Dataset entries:
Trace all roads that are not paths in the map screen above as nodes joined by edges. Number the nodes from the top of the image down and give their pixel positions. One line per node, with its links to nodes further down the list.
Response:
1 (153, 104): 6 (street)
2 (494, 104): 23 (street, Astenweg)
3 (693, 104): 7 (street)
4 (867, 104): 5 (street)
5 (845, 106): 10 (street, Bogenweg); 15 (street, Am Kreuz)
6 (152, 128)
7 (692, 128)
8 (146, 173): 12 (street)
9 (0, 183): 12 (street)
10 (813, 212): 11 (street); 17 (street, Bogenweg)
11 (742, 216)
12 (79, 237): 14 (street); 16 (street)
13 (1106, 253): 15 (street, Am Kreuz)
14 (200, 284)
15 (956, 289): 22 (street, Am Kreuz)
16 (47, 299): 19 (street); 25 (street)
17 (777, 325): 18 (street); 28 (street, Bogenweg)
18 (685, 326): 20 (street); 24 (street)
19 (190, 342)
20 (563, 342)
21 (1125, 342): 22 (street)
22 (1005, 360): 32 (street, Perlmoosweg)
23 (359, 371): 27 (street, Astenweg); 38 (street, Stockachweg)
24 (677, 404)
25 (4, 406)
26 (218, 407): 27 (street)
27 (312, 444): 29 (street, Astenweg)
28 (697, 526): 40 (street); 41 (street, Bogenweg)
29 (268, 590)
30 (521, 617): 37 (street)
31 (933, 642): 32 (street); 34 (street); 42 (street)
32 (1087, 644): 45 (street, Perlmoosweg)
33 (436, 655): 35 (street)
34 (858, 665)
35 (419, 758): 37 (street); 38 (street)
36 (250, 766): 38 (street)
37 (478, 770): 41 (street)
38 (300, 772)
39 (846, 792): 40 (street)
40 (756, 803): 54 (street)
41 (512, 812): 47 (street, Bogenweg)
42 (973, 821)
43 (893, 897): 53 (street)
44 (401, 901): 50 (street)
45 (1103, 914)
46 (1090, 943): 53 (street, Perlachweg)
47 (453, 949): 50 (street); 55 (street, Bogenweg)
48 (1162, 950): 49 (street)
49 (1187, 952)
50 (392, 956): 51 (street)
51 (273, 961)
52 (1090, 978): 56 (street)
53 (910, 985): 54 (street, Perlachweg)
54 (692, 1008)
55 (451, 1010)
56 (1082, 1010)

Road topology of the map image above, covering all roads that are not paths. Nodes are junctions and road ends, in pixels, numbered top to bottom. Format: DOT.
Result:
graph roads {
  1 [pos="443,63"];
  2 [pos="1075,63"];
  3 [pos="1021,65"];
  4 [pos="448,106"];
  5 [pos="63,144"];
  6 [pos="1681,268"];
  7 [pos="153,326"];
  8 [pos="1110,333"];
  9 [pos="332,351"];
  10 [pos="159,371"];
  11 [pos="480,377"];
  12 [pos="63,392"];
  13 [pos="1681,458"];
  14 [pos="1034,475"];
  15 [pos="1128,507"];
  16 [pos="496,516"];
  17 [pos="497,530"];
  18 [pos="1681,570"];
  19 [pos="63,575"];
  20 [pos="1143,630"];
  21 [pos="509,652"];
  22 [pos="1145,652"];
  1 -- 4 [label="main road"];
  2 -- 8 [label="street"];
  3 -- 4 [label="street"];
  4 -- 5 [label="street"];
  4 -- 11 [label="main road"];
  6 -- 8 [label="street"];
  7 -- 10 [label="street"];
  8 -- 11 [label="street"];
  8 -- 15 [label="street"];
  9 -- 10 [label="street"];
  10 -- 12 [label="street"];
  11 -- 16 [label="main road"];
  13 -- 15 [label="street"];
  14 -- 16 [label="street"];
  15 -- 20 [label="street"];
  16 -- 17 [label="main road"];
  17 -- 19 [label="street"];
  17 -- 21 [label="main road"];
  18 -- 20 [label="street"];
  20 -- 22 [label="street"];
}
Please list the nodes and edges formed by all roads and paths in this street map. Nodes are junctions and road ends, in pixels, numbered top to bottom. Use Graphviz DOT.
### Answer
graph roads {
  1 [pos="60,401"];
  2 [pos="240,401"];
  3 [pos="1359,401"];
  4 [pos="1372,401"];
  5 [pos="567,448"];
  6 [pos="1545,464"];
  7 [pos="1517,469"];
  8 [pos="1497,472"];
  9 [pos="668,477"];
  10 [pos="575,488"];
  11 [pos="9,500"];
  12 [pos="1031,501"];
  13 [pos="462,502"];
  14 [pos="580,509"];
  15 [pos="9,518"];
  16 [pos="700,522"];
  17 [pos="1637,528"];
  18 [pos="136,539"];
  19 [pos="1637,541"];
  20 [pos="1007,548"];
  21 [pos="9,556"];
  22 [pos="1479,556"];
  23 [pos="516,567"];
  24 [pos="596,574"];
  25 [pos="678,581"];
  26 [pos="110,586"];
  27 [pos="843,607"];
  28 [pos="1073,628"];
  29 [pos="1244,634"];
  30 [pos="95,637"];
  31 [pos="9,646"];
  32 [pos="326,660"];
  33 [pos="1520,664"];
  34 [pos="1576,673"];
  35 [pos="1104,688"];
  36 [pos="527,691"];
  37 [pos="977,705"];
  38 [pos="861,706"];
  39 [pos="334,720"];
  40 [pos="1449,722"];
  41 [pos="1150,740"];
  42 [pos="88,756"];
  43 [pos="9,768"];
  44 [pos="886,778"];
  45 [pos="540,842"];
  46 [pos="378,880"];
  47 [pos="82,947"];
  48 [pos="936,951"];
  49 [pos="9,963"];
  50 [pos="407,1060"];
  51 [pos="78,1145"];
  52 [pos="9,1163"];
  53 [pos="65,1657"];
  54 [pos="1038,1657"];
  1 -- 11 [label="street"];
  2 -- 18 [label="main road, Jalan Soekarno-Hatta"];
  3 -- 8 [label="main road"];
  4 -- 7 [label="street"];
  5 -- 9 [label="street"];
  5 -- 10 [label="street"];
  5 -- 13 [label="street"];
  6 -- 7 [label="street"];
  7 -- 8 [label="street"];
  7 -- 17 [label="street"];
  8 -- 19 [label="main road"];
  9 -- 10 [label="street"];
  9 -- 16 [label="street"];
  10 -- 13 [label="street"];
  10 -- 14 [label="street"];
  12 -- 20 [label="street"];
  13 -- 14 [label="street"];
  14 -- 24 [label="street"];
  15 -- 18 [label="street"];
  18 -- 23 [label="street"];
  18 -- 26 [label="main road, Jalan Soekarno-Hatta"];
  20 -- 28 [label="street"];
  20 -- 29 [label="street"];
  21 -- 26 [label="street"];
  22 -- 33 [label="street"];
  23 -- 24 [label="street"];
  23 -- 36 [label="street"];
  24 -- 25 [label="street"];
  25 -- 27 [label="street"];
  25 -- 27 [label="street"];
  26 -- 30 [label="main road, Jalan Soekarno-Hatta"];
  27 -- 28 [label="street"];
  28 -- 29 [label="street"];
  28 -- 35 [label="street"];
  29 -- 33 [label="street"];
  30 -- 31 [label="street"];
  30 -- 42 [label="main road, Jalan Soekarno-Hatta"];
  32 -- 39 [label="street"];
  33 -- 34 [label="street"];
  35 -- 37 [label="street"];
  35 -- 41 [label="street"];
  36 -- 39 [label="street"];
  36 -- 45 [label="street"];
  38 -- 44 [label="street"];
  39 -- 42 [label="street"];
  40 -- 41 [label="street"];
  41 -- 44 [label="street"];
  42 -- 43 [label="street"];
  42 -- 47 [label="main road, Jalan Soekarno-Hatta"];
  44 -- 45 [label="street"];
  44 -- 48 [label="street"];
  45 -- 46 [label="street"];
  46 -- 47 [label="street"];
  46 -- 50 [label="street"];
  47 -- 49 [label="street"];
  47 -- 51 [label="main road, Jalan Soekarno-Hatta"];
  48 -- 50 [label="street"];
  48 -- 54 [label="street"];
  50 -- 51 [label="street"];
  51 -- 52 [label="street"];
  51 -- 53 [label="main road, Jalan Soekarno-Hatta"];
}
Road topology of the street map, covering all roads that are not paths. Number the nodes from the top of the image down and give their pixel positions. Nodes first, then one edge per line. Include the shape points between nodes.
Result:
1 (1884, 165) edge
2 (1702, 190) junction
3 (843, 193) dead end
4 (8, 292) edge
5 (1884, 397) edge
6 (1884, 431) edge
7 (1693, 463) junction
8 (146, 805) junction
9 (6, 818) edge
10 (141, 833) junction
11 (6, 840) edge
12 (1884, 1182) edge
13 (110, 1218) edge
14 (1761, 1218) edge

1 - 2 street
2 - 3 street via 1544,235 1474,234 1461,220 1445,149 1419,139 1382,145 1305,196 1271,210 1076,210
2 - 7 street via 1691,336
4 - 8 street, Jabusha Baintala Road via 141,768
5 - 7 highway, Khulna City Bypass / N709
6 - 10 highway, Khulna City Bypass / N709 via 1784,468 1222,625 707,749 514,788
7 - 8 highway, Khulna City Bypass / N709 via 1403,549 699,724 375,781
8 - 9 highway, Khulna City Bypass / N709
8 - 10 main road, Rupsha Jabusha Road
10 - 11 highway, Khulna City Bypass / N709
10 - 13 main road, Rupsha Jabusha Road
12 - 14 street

- [Work order]:
Across the data above, how many lines contain the string "Rupsha"? Reply with the number and nothing else.

- [Answer]:
2